Eu achava que EU tinha problemas…
Nos últimos 11 dias a vida virou de ponta cabeça, deu uma estourada e voltou ao normal. O Luciano passou sete dias na UTI e outros tantos ainda hospedado em um hospital por conta de uma crise grave de asma com pneumonia. Quase morreu. E não é exagero meu.
Parei de trabalhar, de pensar e de viver nestes sete dias de UTI. E não é que depois do caos tudo ficou bem claro? A música que toca no fundo é aquela mesmo… I can see cleary now the rain is gone…
Pensei muito nestes dias. Passei longos períodos em casa sozinha, com a tv desligada. Apenas com o som da respiração dos meus cachorros (e do trânsito insuportável da rua em que eu moro).
A insônia me visitou, minha velha conhecida, que tinha sumido em 2006.
Nestes momentos de contemplação e meditação, eu organizei meus pensamentos e objetivos como nunca havia feito antes em toda a minha existência.
Eu construí um modelo cristalino e sustentável para os negócios da minha empresa.
Eu desenvolvi um plano de metas bem realistas para a minha vida.
Eu arrumei a minha GAVETA DE CALCINHAS!
E finalmente entendi que não tem universo conspirando contra mim.

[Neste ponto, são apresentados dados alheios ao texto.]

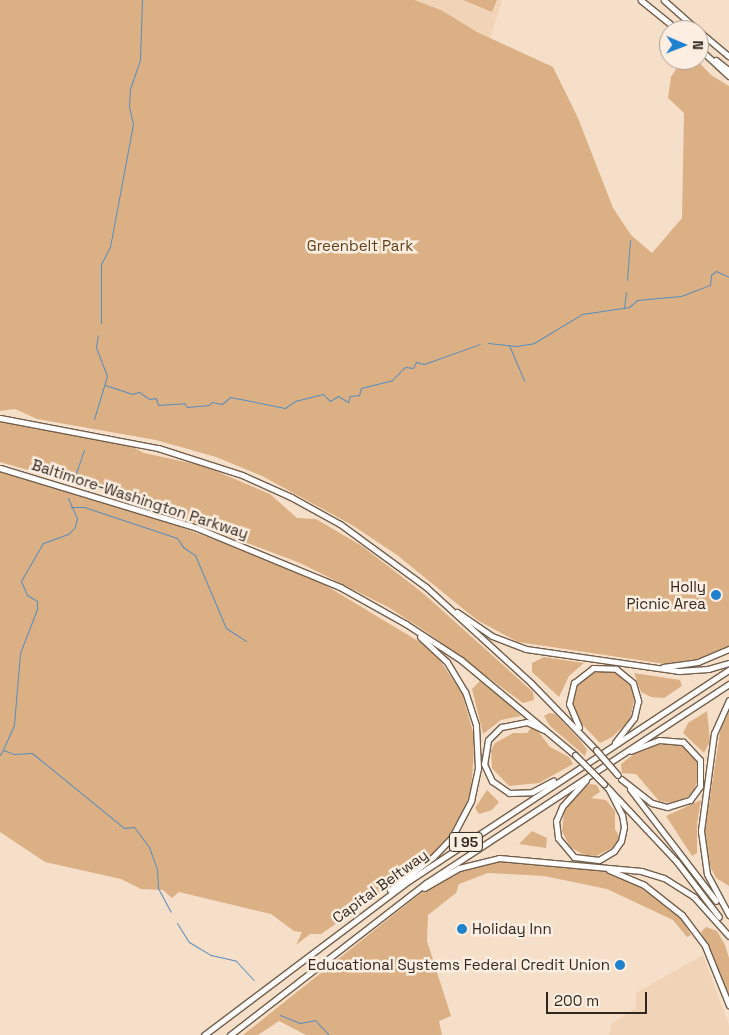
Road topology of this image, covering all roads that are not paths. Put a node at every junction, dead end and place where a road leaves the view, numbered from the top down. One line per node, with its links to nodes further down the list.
1 (642, 0): 3 (main road)
2 (664, 0): 4 (main road)
3 (666, 20)
4 (687, 20)
5 (709, 39): 6 (main road)
6 (729, 54)
7 (709, 55): 9 (main road)
8 (709, 57): 10 (main road)
9 (729, 70)
10 (729, 76)
11 (0, 418): 13 (highway)
12 (0, 468): 14 (highway, Baltimore-Washington Parkway)
13 (426, 587): 17 (highway); 23 (highway)
14 (394, 618): 21 (highway, Baltimore-Washington Parkway); 32 (highway)
15 (729, 649): 17 (highway)
16 (729, 663): 17 (highway)
17 (636, 665)
18 (729, 670): 22 (highway, Capital Beltway / I 95)
19 (729, 684): 24 (highway, Capital Beltway / I 95)
20 (729, 700): 31 (highway)
21 (554, 737): 26 (highway); 28 (highway, Baltimore-Washington Parkway, bridge)
22 (609, 748): 23 (highway); 26 (highway, Capital Beltway / I 95)
23 (596, 750): 27 (highway, bridge)
24 (619, 756): 25 (highway, Capital Beltway / I 95); 27 (highway)
25 (602, 767): 28 (highway); 30 (highway, Capital Beltway / I 95)
26 (576, 770): 32 (highway, Capital Beltway / I 95)
27 (620, 777): 33 (highway)
28 (609, 790): 34 (highway, Baltimore-Washington Parkway)
29 (592, 866): 30 (highway); 35 (highway); 36 (highway)
30 (404, 900): 38 (highway, Capital Beltway / I 95)
31 (729, 916)
32 (358, 917): 37 (highway, Capital Beltway / I 95)
33 (729, 921)
34 (729, 932)
35 (729, 936)
36 (729, 1005)
37 (204, 1035)
38 (230, 1035)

Eu sou o meu próprio universo. Tudo o que eu faço impacta diretamente nas ações da minha vida. Causa e efeito.
De repente eu entendi: eu não tenho problemas.
Eu só tenho as soluções. Todas elas passam por mim. Pelo meu universo, pelo meu microcosmo.
Todo o drama existencial da minha vida se amenizou e me sinto ridícula por reclamações prévias. Sou uma pessoa rica. Não de dinheiro, mas vontade e conhecimento. Vivo uma vida confortável e a únicas coisas que tenho a perder são a minha vontade e a minha saúde.
Cuido agora da minha saúde com disciplina de exército russo.
Não deixo de estudar um único dia da minha vida, pois o conhecimento é o que me fortalece.
Sim, eu virei esta criatura contemplativa e chata e pareço um livro manjado de auto-ajuda. Mas foi tão bom chegar a todas estas conclusões sem nenhum Lair Ribeiro me forçar!